*TASK INPUT:*
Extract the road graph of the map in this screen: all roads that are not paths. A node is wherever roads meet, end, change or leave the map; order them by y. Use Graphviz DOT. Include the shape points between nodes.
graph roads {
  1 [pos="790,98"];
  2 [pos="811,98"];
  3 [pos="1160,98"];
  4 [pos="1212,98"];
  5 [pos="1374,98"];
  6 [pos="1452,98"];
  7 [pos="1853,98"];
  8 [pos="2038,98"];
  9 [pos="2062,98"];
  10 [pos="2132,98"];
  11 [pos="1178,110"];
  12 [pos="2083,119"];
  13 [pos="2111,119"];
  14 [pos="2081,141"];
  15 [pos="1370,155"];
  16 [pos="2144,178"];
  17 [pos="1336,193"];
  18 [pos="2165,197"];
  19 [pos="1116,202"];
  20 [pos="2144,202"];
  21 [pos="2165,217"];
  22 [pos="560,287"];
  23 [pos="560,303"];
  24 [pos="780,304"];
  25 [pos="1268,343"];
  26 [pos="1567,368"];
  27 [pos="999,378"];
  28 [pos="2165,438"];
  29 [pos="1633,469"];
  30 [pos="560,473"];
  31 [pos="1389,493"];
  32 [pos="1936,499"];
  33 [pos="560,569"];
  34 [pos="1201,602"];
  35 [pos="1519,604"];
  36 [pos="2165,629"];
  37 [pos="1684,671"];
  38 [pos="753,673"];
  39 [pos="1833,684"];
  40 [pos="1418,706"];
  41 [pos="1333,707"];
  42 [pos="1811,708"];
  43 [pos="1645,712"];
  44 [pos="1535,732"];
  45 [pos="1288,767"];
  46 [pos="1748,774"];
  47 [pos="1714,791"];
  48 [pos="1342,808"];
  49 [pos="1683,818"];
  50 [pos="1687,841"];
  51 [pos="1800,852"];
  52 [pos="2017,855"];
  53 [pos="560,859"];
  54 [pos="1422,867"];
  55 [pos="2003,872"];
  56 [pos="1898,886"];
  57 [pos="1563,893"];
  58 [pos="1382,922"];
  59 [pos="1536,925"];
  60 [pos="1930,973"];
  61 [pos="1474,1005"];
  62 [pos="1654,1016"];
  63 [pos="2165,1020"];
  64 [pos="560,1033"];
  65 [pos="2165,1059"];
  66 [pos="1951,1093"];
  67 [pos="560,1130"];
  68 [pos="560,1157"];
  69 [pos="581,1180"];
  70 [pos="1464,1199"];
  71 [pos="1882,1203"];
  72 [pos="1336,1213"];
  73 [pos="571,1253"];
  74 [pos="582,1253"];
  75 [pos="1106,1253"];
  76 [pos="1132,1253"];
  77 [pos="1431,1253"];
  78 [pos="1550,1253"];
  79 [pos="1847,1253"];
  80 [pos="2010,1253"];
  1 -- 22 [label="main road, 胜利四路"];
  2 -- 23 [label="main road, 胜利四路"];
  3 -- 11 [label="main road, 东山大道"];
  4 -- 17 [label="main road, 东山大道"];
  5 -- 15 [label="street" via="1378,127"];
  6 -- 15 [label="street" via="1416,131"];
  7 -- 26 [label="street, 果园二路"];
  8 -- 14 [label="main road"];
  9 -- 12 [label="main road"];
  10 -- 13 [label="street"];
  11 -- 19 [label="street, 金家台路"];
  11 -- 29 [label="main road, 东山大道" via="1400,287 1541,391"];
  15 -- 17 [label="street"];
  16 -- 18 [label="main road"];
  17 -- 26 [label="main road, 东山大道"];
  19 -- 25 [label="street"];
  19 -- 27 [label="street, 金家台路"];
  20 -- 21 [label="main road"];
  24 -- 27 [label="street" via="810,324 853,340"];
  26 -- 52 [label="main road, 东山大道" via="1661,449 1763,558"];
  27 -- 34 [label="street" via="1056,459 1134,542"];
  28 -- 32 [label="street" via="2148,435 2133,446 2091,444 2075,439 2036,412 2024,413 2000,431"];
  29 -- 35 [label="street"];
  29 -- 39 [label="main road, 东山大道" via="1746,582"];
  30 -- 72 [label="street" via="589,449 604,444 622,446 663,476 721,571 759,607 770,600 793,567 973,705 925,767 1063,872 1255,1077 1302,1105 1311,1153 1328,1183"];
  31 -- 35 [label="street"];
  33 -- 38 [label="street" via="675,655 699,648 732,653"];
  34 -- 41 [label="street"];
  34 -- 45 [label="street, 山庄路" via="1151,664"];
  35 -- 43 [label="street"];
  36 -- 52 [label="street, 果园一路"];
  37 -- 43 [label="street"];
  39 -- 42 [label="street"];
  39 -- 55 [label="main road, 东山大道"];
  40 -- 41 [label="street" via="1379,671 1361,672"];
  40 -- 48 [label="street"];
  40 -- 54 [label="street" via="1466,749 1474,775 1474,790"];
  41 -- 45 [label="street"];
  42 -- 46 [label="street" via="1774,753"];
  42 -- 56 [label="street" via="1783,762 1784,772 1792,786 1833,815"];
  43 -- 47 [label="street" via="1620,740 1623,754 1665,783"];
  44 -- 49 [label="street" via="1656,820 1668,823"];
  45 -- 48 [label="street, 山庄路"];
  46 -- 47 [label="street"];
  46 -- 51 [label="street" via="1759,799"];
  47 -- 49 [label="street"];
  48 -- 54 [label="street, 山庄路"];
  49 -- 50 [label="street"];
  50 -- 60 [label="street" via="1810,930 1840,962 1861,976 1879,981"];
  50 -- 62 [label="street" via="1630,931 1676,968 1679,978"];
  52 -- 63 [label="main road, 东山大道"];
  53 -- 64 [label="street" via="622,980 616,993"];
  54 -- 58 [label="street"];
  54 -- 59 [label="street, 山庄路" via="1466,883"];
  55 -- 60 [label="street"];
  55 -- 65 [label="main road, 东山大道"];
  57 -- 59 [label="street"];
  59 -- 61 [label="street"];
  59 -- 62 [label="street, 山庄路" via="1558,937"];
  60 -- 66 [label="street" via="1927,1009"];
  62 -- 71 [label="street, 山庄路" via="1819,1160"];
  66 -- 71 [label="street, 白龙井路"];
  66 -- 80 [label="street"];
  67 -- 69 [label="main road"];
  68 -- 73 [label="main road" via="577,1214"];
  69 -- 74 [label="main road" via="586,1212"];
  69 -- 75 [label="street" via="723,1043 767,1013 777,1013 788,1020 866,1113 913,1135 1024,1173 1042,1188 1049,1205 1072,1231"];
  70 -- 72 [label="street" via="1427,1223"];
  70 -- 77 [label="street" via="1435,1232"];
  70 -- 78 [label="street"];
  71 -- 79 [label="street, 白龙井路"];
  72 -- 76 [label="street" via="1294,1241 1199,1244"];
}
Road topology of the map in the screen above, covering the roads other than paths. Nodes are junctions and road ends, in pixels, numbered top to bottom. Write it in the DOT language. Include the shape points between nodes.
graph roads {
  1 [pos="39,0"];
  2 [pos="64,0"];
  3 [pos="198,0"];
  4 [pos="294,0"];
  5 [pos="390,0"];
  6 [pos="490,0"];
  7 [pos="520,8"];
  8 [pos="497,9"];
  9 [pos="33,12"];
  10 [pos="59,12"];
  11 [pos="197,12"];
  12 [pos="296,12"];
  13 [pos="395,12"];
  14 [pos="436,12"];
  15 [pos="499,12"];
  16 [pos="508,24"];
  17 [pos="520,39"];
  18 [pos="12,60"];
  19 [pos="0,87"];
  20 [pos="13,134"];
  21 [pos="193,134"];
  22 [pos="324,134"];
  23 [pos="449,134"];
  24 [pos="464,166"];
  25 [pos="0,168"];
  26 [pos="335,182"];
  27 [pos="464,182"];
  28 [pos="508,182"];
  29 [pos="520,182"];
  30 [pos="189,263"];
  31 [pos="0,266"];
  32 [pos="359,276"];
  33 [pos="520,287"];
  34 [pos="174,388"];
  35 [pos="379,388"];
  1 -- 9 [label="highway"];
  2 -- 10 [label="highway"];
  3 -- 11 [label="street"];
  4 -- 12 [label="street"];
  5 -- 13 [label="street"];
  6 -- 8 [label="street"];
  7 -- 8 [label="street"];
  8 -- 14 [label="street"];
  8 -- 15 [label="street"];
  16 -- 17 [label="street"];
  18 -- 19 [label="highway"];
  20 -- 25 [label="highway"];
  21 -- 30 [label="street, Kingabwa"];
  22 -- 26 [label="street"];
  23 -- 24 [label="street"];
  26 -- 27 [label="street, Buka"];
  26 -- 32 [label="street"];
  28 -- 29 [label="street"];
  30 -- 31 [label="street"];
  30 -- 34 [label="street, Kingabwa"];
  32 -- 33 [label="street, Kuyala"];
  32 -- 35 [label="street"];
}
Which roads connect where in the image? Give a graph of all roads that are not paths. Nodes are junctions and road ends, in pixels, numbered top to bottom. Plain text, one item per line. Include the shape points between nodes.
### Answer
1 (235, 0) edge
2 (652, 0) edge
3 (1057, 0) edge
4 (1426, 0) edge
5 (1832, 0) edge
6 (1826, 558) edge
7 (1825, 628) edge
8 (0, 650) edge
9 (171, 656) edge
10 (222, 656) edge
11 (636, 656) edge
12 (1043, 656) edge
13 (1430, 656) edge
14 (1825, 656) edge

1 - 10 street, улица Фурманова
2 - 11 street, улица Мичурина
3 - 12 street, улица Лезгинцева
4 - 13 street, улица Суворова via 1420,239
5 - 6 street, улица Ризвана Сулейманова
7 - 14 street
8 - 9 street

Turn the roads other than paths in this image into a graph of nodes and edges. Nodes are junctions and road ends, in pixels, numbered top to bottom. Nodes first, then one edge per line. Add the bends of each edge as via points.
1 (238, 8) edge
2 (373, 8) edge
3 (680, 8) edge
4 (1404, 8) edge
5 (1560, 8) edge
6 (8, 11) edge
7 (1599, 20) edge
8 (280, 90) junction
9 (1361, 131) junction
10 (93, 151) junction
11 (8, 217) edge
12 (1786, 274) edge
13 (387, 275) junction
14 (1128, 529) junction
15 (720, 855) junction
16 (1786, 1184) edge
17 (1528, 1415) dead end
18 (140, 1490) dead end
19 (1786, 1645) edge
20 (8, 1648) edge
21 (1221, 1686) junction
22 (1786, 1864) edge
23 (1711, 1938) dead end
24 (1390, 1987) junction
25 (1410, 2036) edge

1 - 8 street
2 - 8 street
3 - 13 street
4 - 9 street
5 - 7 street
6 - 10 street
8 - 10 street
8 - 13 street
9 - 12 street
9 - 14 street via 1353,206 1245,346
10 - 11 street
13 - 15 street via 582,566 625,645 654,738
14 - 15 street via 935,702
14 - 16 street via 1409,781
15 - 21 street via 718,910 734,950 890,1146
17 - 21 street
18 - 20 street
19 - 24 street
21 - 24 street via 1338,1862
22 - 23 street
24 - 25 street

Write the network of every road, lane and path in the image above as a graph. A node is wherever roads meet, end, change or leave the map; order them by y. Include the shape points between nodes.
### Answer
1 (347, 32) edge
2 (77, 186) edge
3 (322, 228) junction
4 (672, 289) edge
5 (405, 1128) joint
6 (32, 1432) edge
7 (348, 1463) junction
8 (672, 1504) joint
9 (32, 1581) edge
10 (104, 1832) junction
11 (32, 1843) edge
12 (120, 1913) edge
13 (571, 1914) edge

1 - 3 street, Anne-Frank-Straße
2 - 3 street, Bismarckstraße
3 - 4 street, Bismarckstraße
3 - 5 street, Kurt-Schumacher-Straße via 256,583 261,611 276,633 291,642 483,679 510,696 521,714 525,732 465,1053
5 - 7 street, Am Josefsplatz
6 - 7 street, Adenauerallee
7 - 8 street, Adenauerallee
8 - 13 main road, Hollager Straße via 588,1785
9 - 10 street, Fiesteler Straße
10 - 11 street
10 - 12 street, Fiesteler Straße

*YOUR TASK:* Each line in the data that holds the word "than" must be copied.

*SOLUTION TO THE EXERCISE:*
Road topology of the map in the screen above, covering the roads other than paths. Nodes are junctions and road ends, in pixels, numbered top to bottom. Write it in the DOT language. Include the shape points between nodes.
Turn the roads other than paths in this image into a graph of nodes and edges. Nodes are junctions and road ends, in pixels, numbered top to bottom. Nodes first, then one edge per line. Add the bends of each edge as via points.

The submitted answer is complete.